(DATA SECTION begins)

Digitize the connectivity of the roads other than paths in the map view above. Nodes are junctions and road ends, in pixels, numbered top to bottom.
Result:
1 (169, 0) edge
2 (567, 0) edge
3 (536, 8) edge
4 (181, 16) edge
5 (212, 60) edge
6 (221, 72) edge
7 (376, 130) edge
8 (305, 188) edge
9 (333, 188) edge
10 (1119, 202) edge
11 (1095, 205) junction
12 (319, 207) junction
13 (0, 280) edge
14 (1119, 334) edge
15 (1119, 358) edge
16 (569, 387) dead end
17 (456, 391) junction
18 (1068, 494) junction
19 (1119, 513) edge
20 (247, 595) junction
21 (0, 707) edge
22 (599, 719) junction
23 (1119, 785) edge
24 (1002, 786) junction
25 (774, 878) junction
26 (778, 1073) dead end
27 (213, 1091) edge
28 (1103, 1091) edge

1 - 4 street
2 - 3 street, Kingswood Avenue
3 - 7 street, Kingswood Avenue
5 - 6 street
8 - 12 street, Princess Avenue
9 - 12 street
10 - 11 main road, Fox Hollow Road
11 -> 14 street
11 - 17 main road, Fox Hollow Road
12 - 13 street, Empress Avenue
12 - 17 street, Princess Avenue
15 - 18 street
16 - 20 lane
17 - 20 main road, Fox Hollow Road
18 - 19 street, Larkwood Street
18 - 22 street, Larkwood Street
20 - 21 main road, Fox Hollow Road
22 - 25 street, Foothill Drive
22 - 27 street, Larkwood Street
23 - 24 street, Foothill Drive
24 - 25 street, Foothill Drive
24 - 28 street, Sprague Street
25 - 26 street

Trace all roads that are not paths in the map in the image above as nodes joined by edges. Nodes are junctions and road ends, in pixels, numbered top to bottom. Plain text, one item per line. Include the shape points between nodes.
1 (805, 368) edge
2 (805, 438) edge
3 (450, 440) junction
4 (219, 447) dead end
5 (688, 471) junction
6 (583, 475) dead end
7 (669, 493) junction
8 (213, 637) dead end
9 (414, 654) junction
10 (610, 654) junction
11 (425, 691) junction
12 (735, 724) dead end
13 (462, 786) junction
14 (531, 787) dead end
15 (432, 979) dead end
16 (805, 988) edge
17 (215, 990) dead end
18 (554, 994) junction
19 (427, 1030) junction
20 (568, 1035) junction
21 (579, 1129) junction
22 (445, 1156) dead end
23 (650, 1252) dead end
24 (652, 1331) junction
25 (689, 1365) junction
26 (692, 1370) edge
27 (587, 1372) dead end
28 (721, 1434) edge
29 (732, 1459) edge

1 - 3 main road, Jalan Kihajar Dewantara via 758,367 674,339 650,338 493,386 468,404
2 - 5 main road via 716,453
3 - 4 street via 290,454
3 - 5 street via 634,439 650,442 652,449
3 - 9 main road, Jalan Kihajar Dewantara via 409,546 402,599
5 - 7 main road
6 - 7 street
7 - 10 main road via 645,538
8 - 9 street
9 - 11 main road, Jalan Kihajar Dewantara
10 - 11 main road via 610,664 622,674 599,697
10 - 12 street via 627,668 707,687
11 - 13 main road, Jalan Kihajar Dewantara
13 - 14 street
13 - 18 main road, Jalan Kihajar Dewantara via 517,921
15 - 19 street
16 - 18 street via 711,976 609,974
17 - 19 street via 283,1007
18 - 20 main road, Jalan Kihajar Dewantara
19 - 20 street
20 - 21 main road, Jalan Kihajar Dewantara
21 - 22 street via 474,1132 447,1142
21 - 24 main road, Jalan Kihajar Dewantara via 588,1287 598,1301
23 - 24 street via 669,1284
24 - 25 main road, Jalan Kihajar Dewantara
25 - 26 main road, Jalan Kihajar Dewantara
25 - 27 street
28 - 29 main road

(DATA SECTION ends)

▶ _EXERCISE DETAILS_: Pick every line from the listing holding the string "Kingswood", and copy it.

▶ _SOLUTION TO THE EXERCISE_:
2 - 3 street, Kingswood Avenue
3 - 7 street, Kingswood Avenue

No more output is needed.